ReC98/Research/Borland C++ decompilation.md

3.6 KiB
Raw Blame History

Local variables

DX First 8-bit variable declared if no other function is called
[bp-1] First 8-bit variable declared otherwise
SI First 16-bit variable declared
DI Second 16-bit variable declared

Example:

ASM Declaration sequence in C
SI int near *var_1;
[bp-1] char var_2;
[bp-2] char var_3;

Signedness

MOV al, var
MOV ah, 0
var is unsigned char

Arithmetic

ADD [m8], imm8 Only achievable through a C++ method operating on a member?
MOV AL, [m8]
ADD AL, imm8
MOV [m8], AL
Opposite; not an inlined function

Arithmetic on a register after assigning it to a variable?

Assigment is part of the C expression. If it's a comparison, that comparison must be spelled out to silence the Possibly incorrect assignment warning.

CALL somefunc
MOV ??, AX
OR AX, AX
JNZ ↑
while(( ?? = somefunc() ) != NULL)

SUB ??, imm vs. ADD ??, -imm

SUB means that ?? is unsigned. Might require suffixing imm with u in case it's part of an arithmetic expression that was promoted to int.

switch statements

  • Sequence of the individual cases is identical in both C and ASM
  • Multiple cases with the same offset in the table, to code that doesn't return? Code was compiled with -O

Pushing byte arguments to functions

Borland C++ just pushes the entire word. Will cause IDA to mis-identify certain local variables as words when they aren't.

Inlining

Always worth a try to get rid of a potential macro. Some edge cases don't inline optimally though:

C++

  • Every class method that returns void inlines to the ideal representation.

  • Every class method that returns *this inlines to the ideal representation only at the first nesting level. Example: A class method calling an overloaded operator returning *this will generate (needless) instructions equivalent to MOV AX, *this. Thus, any overloaded =, +=, -=, etc. operator should always return void.

    Certainty: See the examples in 9d121c7. This is what allows us to use custom types with overloaded assignment operators, with the resulting code generation being indistinguishable from equivalent C preprocessor macros.

  • Returning anything else will first store that result in AX, leading any branches at the call site to then refer to AX.

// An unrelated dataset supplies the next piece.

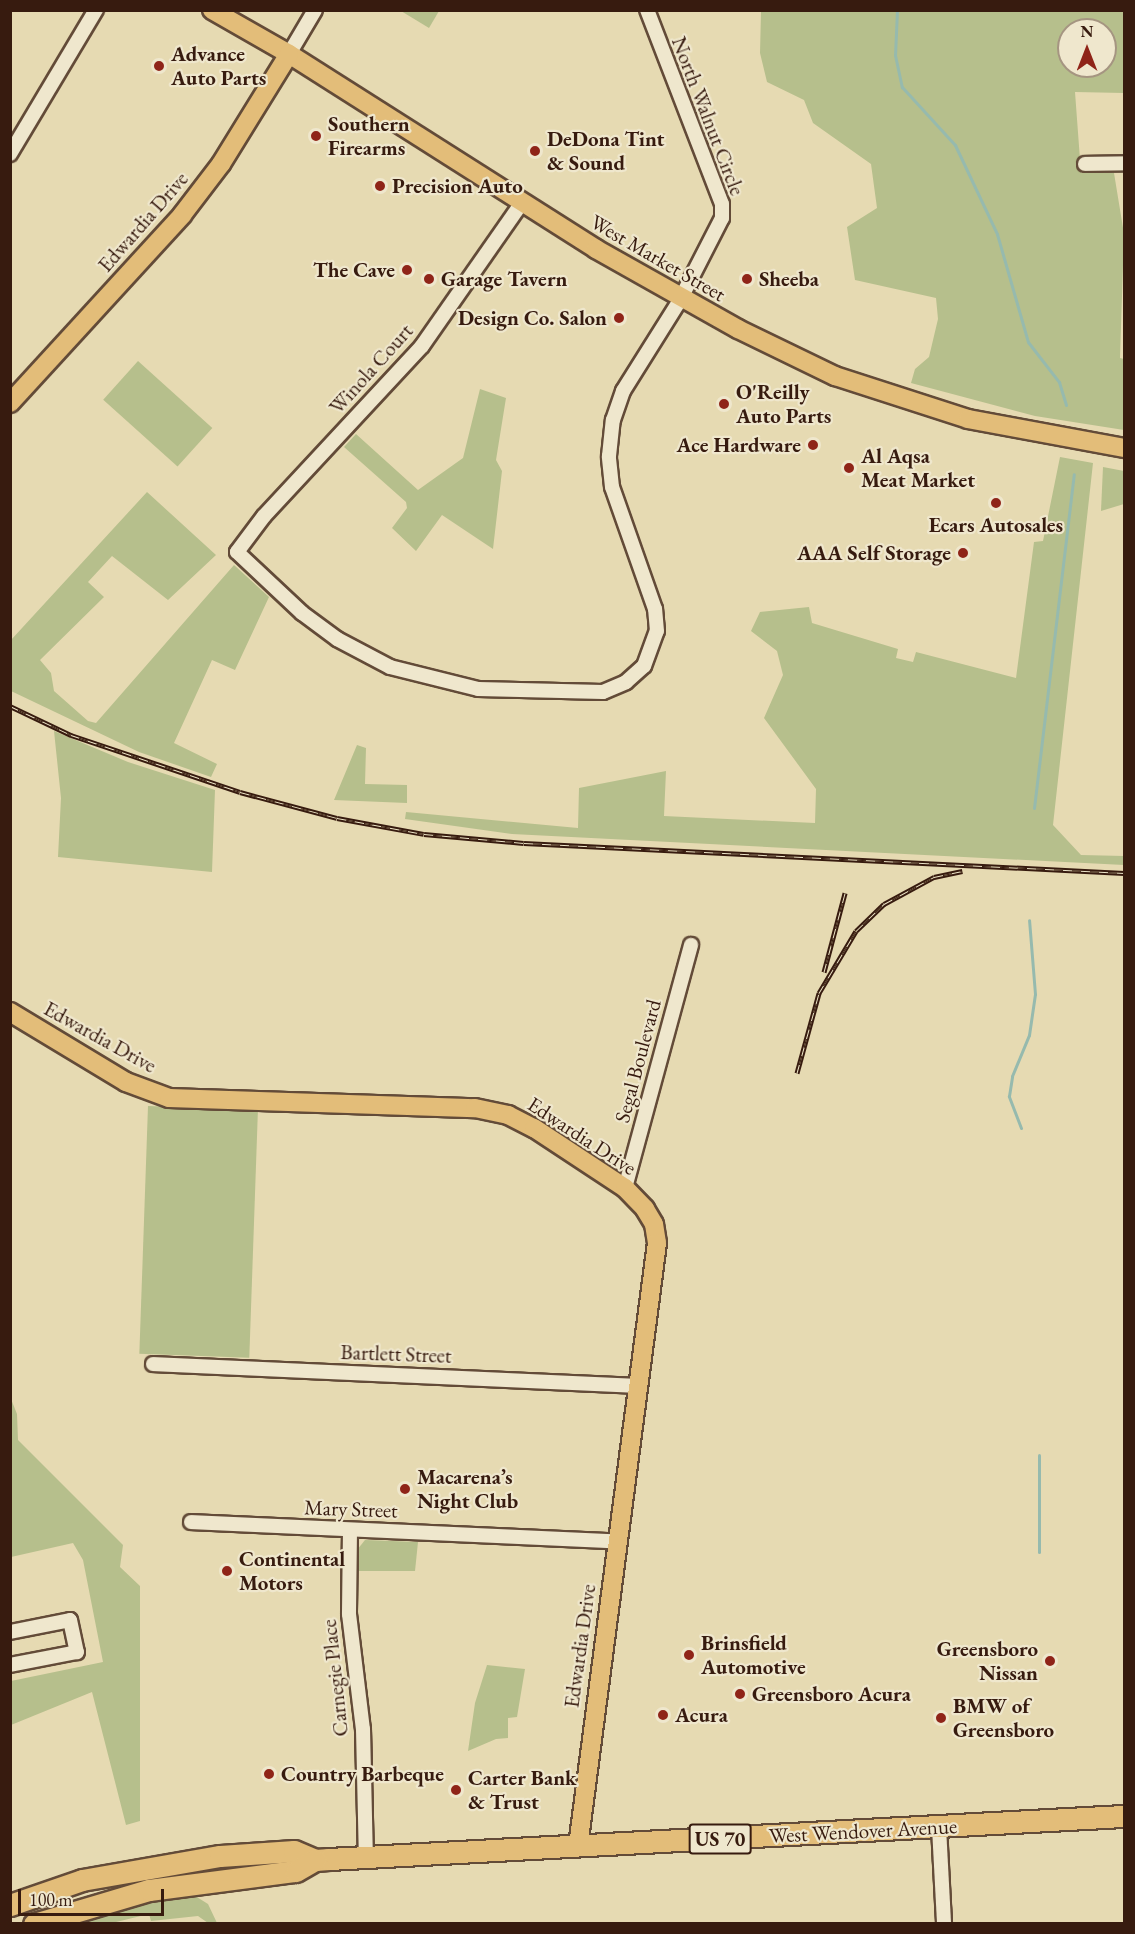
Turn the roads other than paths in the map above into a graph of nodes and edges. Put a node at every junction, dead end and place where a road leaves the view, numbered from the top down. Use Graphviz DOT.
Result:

    Certainty: Maybe Borland (not Turbo) C++ has an optimization option against it?

Limits of decompilability

MOV BX, SP-style functions, or others with no standard stack frame

These almost certainly weren't compiled from C. By disabling stack frames using #pragma option -k-, it might be possible to still get the exact same code out of Turbo C++ even though it will most certainly look horrible, and barely more readable than assembly (or even less so), with tons of inline ASM and register pseudovariables. However, it's futile to even try if the function contains one of the following:

  • A reference to the DI register. In that case, Turbo C++ always inserts a PUSH DI at the beginning (before the MOV BX, SP), and a POP DI before returning.

    Certainty: Confirmed through reverse-engineering TCC.EXE, no way around it.